Se reparler avec confiance des « sujets qui fâchent » et permettre au groupe de pouvoir vivre les « conflits constructifs » nécessaires au rétablissement de la coopération ainsi qu’aux transformations relationnelles et institutionnelles : pour l’analyse des pratiques, mon approche de Thérapie sociale TST constitue une articulation inédite et féconde entre l’individuel et le collectif.

Je vois dans mon métier d’intervenant en Thérapie sociale un grand intérêt pour l’analyse de pratiques professionnelles : pouvoir prendre sa place dans le groupe, dérouler ses propres histoires de pratiques plus librement tout en avançant en « conflit confraternel, soutenant et constructif » avec les autres et permettre ainsi collectivement les nécessaires transformations relationnelles et institutionnelles.

Comment en effet sortir d’un certain idéalisme, et mieux composer avec la réalité des situations, avec les autres ? Comment accepter qu’on ne peut pas tout changer d’un seul coup, mais qu’on peut déjà agir à son niveau, ensemble ? Comment sortir du sentiment répandu d’impuissance/surpuissance, trouver sa puissance et agir concrètement à de réelles transformations fructueuses ?

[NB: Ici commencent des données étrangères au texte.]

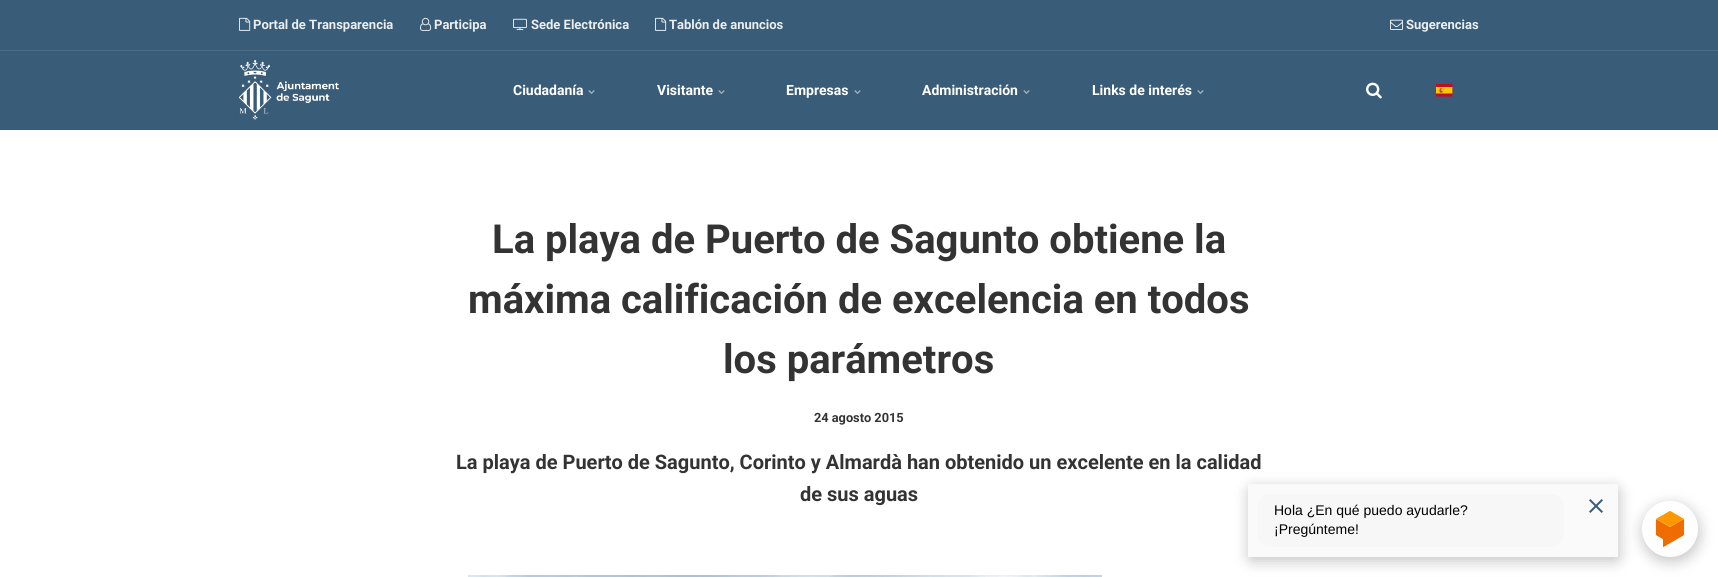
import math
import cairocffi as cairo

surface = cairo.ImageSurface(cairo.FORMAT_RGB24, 1718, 577)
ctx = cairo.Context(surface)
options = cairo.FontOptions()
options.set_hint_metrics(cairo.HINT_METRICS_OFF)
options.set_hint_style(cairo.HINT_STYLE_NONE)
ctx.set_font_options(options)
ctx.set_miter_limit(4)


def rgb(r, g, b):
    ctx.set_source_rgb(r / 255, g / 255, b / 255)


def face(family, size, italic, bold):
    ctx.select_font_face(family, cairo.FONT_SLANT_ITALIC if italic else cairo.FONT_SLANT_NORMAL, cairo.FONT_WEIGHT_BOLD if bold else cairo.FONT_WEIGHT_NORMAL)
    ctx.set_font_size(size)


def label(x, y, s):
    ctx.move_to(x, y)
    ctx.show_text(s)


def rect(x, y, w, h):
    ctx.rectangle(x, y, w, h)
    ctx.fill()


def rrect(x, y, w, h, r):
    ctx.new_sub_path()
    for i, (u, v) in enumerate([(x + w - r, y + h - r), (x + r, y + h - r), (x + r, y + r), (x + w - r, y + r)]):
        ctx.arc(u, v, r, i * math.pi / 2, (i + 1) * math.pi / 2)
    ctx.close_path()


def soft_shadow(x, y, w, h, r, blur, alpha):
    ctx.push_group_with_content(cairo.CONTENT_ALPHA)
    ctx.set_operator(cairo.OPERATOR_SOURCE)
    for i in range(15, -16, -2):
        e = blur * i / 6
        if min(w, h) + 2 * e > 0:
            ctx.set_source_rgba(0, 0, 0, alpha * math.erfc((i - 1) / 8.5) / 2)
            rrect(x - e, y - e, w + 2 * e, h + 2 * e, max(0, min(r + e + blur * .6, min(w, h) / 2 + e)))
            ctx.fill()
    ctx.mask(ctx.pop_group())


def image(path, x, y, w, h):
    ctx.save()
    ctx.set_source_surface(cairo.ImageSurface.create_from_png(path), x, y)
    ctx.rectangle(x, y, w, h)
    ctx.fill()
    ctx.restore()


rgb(255, 255, 255)
ctx.paint()
ctx.rectangle(-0.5, -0.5, 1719, 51)
rgb(77, 108, 134)
ctx.set_line_width(1)
ctx.stroke()
rgb(57, 92, 120)
rect(0, 0, 1718, 50)
image('image0.png', 239, 17, 12, 14)
face('Roboto', 13, 0, 1)
rgb(235, 239, 242)
label(253, 29, 'Portal de Transparencia')
image('image1.png', 420, 17, 12, 14)
label(434, 29, 'Participa')
image('image2.png', 513, 18, 14, 12)
label(531, 29, 'Sede Electrónica')
image('image0.png', 655, 17, 12, 14)
label(669, 29, 'Tablón de anuncios')
image('image3.png', 1390, 19, 13, 11)
label(1406, 29, 'Sugerencias')
rgb(57, 92, 120)
rect(0, 51, 1718, 79)
image('image4.png', 239, 60, 100, 60)
face('Roboto', 14, 0, 1)
rgb(255, 255, 255)
label(513, 95, 'Ciudadanía')
image('image5.png', 588, 90, 7, 4)
label(657, 95, 'Visitante')
image('image5.png', 718, 90, 7, 4)
label(786, 95, 'Empresas')
image('image5.png', 854, 90, 7, 4)
label(922, 95, 'Administración')
image('image5.png', 1023, 90, 7, 4)
label(1092, 95, 'Links de interés')
image('image5.png', 1197, 90, 7, 4)
image('image6.png', 1366, 82, 16, 17)
image('image7.png', 1436, 84, 17, 13)
face('Roboto', 40, 0, 1)
rgb(51, 51, 51)
label(492, 253, 'La playa de Puerto de Sagunto obtiene la')
label(468, 313, 'máxima calificación de excelencia en todos')
label(723, 373, 'los parámetros')
face('Roboto', 12.75, 0, 1)
label(814, 422, '24 agosto 2015')
face('Roboto', 20, 0, 1)
label(456, 469, 'La playa de Puerto de Sagunto, Corinto y Almardà han obtenido un excelente en la calidad')
label(800, 501, 'de sus aguas')
image('image8.png', 468, 575, 634, 2)
rgb(0, 0, 0)
soft_shadow(1249, 488, 370, 73, 4, 7.5, 0.24)
rgb(250, 250, 250)
rect(1248, 484, 370, 73)
rgb(247, 247, 247)
rrect(1258, 494, 306, 53, 12)
ctx.fill()
face('Liberation Sans', 14, 0, 0)
rgb(0, 0, 0)
label(1274, 515, 'Hola ¿En qué puedo ayudarle?')
label(1274, 534, '¡Pregúnteme!')
image('image9.png', 1589, 499, 14, 14)
rgb(0, 0, 0)
soft_shadow(1643, 505, 56, 56, 28, 7.5, 0.24)
rgb(255, 255, 255)
ctx.arc(1670, 529, 28, 0, 2 * math.pi)
ctx.fill()
image('image10.png', 1655, 511, 30, 36)
surface.write_to_png('render.png')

L’analyse de pratiques avec l’approche de la Thérapie sociale TST permet à chacun de monter soi-même en compétences dans l’observance de ses propres obstacles à la confiance et à la coopération. Il s’agit d’une méthode applicable à ses relations, avec soi-même, avec les autres, y compris avec le public, pour pouvoir notamment se décoller de ses propres sentiments négatifs (activés notamment au contact de la détresse des publics, ou des collaborateurs, ou de l’environnement professionnel), et accomplir ainsi son travail avec davantage de plénitude – ce qui pourrait au premier abord sembler contradictoire avec le fait de travailler avec des publics en souffrance !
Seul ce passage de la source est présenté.